C'était la première fois que le Hezbollah lançait une offensive de cette ampleur depuis la guerre de 2006, en réponse au bombardement aérien effectué la veille par l'aviation israélienne sur le sol libanais, également le premier en 15 ans.
La frappe aérienne était, quant à elle, une riposte au filet de roquettes qu'Israël a reçu à cinq reprises du Liban au cours des quatre derniers mois. Ces tirs ont commencé parallèlement à l'escalade de mai dernier à Gaza avec le mouvement islamiste Hamas, et sont attribués à des factions palestiniennes armées basées dans le sud du pays arabe.
Ces groupes ont lancé trois roquettes le 4 août, dont l'une a atterri à seulement 200 mètres d'un centre commercial de la ville de Kiryat Shmona. "Que se serait-il passé si elle avait touché le centre commercial, où se trouvaient des centaines de civils israéliens ? Nous aurions dû attaquer, nous aurions été au bord de la guerre", a déclaré un officier militaire à Efe.
"Ils sont un phénomène ancien et nouveau", a résumé l'officier en parlant des groupes palestiniens, qui sont présents au Liban depuis les années 1970, mais qui "relèvent la tête" dans ce qu'Israël considère comme une nouvelle menace, dont il est trop tôt pour évaluer l'ampleur.
Il est entendu qu'ils ont des liens avec le Hamas et le Hezbollah, mais leur affiliation, leur ligne de commandement et leur cohésion ne sont pas claires, bien que l'armée soit convaincue que les roquettes ont été lancées avec la complicité de la milice chiite, qui contrôle tout ce qui se passe dans le sud du Liban.
Ce regain de tension autour de la ligne bleue - la démarcation entre les deux pays établie par les Nations unies après la guerre de 2006 - a donné lieu au plus important échange de tirs depuis lors, une situation qui, selon des sources militaires, pourrait conduire à une nouvelle escalade.

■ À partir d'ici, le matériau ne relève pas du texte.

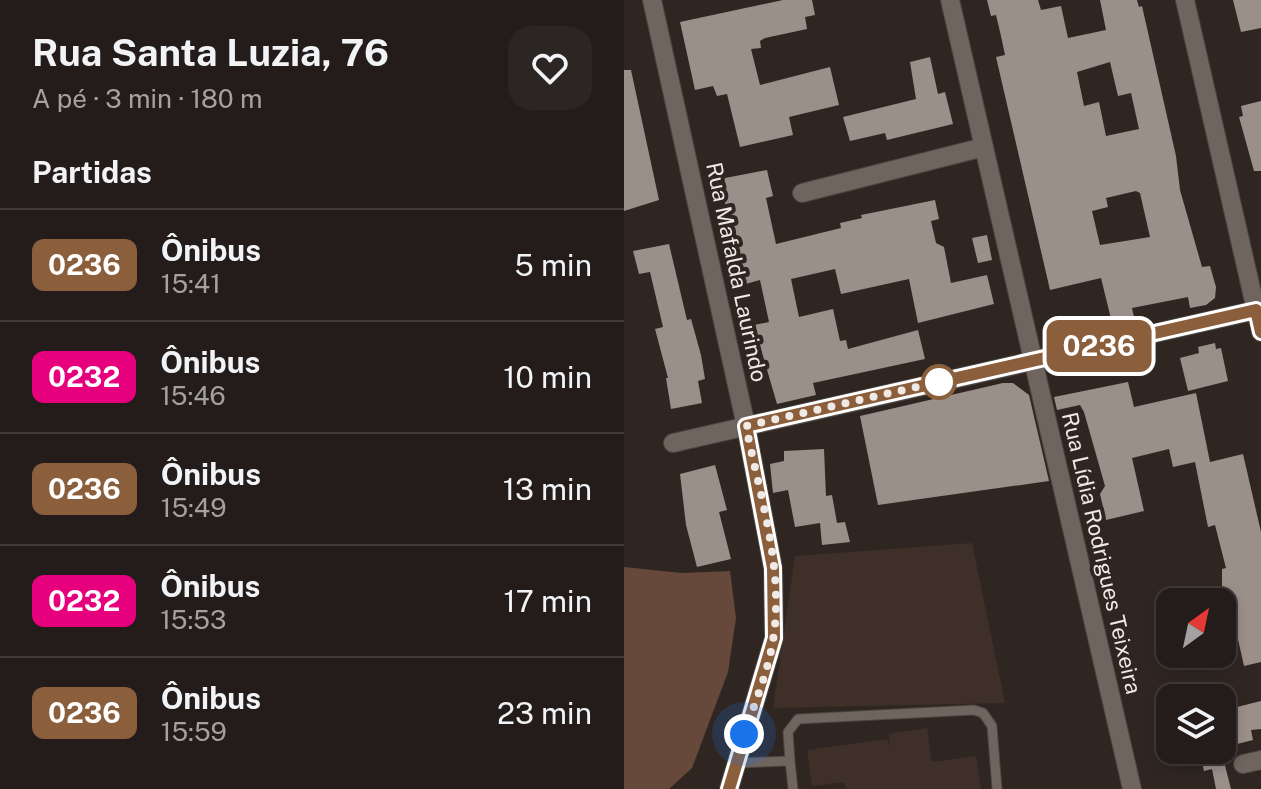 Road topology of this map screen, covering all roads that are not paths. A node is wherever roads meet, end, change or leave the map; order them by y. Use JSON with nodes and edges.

"La situation se détériorera si le Hezbollah le décide. Israël a choisi d'avoir une frontière sécurisée avec le Liban, mais nous sommes prêts à agir et à nous défendre s'ils nous attaquent", a déclaré M. Shefler, qui a admis qu'Israël n'a aucun intérêt à entrer en guerre, mais qu'il est prêt à le faire.

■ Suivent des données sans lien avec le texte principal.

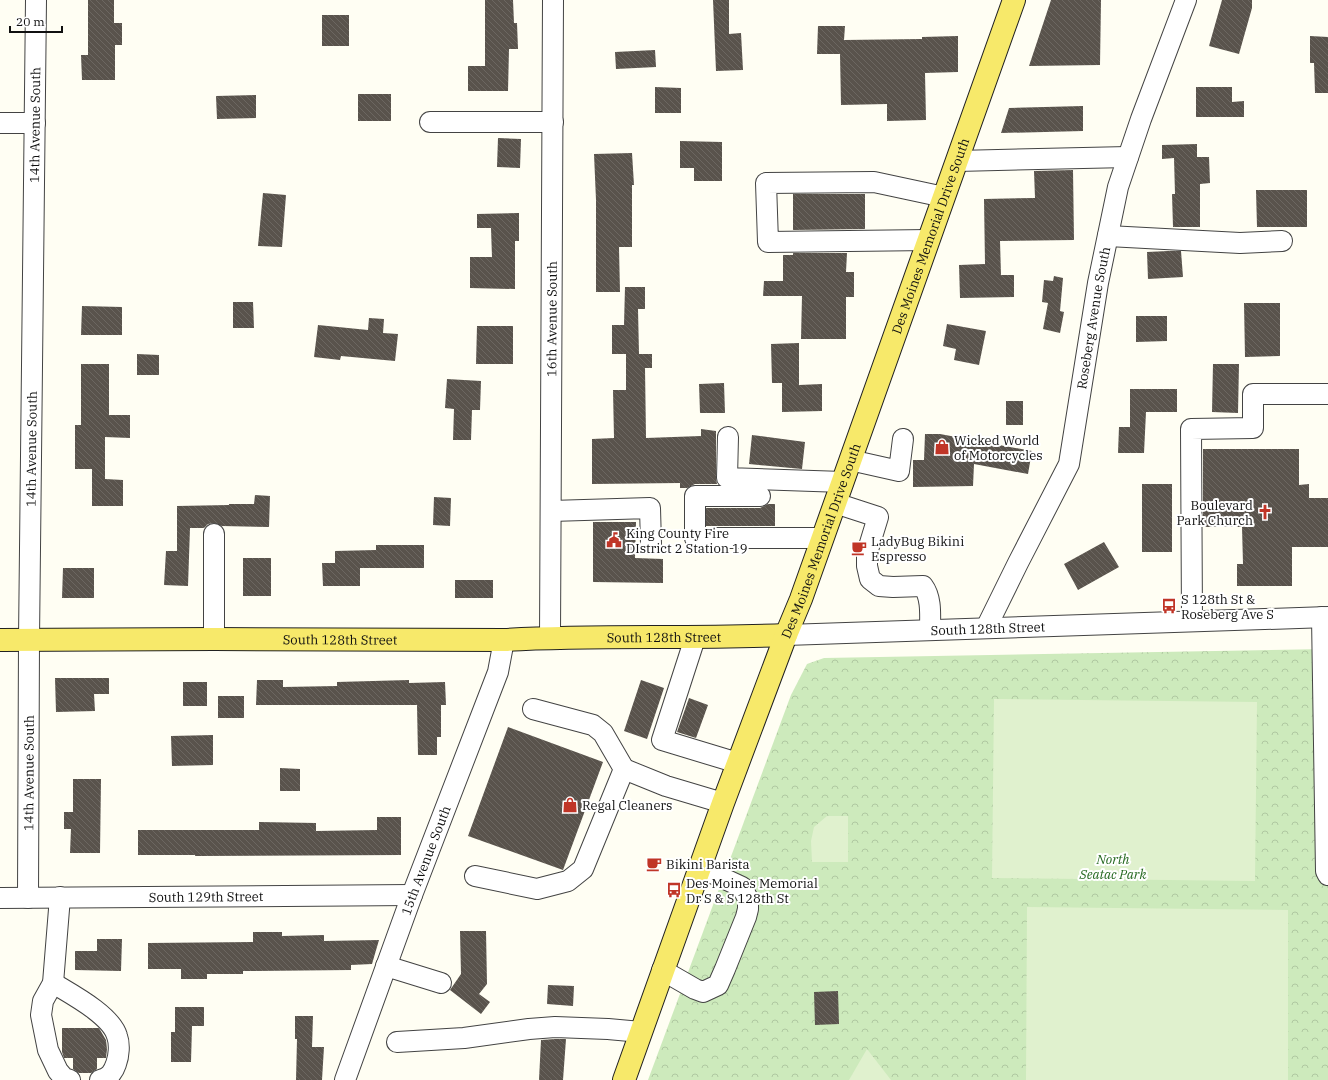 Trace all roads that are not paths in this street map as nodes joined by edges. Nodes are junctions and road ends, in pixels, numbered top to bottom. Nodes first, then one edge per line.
1 (36, 0) edge
2 (553, 0) edge
3 (1014, 0) edge
4 (1186, 0) edge
5 (430, 122) dead end
6 (553, 122) junction
7 (0, 123) edge
8 (35, 123) junction
9 (1128, 157) junction
10 (957, 161) junction
11 (944, 197) junction
12 (1108, 236) junction
13 (929, 240) junction
14 (1282, 241) dead end
15 (1328, 394) edge
16 (728, 437) dead end
17 (903, 439) dead end
18 (850, 460) junction
19 (843, 482) junction
20 (760, 496) dead end
21 (835, 503) junction
22 (551, 511) junction
23 (214, 534) dead end
24 (823, 538) junction
25 (651, 544) dead end
26 (1325, 617) edge
27 (1192, 621) junction
28 (986, 628) junction
29 (930, 630) junction
30 (786, 635) junction
31 (550, 638) junction
32 (695, 638) junction
33 (214, 639) junction
34 (0, 640) edge
35 (29, 640) junction
36 (504, 640) junction
37 (534, 709) dead end
38 (738, 763) junction
39 (624, 769) junction
40 (723, 803) junction
41 (699, 867) junction
42 (1328, 875) edge
43 (475, 876) dead end
44 (412, 895) junction
45 (60, 897) junction
46 (0, 898) edge
47 (28, 898) junction
48 (386, 966) junction
49 (662, 970) junction
50 (441, 982) dead end
51 (53, 983) junction
52 (640, 1032) junction
53 (397, 1042) dead end
54 (70, 1080) edge
55 (100, 1080) edge
56 (345, 1080) edge
57 (624, 1080) edge

1 - 8 street, 14th Avenue South
2 - 6 street, 16th Avenue South
3 - 10 main road, Des Moines Memorial Drive South
4 - 9 street, Roseberg Avenue South
5 - 6 street
6 - 22 street, 16th Avenue South
7 - 8 street
8 - 35 street, 14th Avenue South
9 - 10 street
9 - 12 street, Roseberg Avenue South
10 - 11 main road, Des Moines Memorial Drive South
11 - 13 main road, Des Moines Memorial Drive South
11 - 13 street
12 - 14 street
12 - 28 street, Roseberg Avenue South
13 - 18 main road, Des Moines Memorial Drive South
15 - 27 street
16 - 19 street
17 - 18 street
18 - 19 main road, Des Moines Memorial Drive South
19 - 21 main road, Des Moines Memorial Drive South
20 - 24 street
21 - 24 main road, Des Moines Memorial Drive South
21 - 29 street
22 - 25 street
22 - 31 street, 16th Avenue South
23 - 33 street
24 - 30 main road, Des Moines Memorial Drive South
26 - 27 street, South 128th Street
26 - 42 street
27 - 28 street, South 128th Street
28 - 29 street, South 128th Street
29 - 30 street, South 128th Street
30 - 32 main road, South 128th Street
30 - 38 main road, Des Moines Memorial Drive South
31 - 32 main road, South 128th Street
31 - 36 main road, South 128th Street
32 - 38 street
33 - 35 main road, South 128th Street
33 - 36 main road, South 128th Street
34 - 35 main road, South 128th Street
35 - 47 street, 14th Avenue South
36 - 44 street, 15th Avenue South
37 - 39 street
38 - 40 main road, Des Moines Memorial Drive South
39 - 40 street
39 - 43 street
40 - 41 main road, Des Moines Memorial Drive South
41 - 49 main road, Des Moines Memorial Drive South
41 - 49 street
44 - 45 street, South 129th Street
44 - 48 street, 15th Avenue South
45 - 47 street, South 129th Street
45 - 51 street
46 - 47 street, South 129th Street
48 - 50 street
48 - 56 street, 15th Avenue South
49 - 52 main road, Des Moines Memorial Drive South
51 - 54 street
51 - 55 street
52 - 53 street
52 - 57 main road, Des Moines Memorial Drive South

Cependant, l'armée s'inquiète des incursions continues des combattants armés du Hezbollah dans la zone de sécurité autour de la Ligne bleue - une violation de la résolution 1701 du Conseil de sécurité de 2006 pour une cessation des hostilités - alors que l'armée libanaise est de plus en plus décimée par la crise économique.
Des sources militaires affirment également, sur la base d'informations recueillies par les services de renseignement militaires, que le Hezbollah ouvre ses propres supermarchés et pharmacies, avec de la nourriture et des médicaments provenant d'Iran et introduits clandestinement dans le pays via la Syrie, afin de se présenter comme le sauveur de l'effondrement du Liban face au gouvernement en place affaibli et de s'attirer les faveurs de la population.
Hier encore, le chef du Hezbollah, Hasan Nasrallah, a juré que, face à l'incapacité du gouvernement, son groupe importerait de l'essence et du diesel d'Iran pour pallier les pénuries de carburant et les coupures d'électricité.
"Ils veulent profiter de l'instabilité au Liban pour devenir un État dans l'État, qui serait un satellite de l'Iran", indiquent des sources militaires.
L'escalade des tensions intervient alors que le Liban est au bord de l'effondrement, en proie à une grave crise économique, à une inflation galopante et à des pénuries de produits de base, de médicaments et de carburant, tandis que l'impasse politique se poursuit dans l'attente de la formation d'un gouvernement par le Premier ministre désigné Najib Mikati, le troisième en moins d'un an.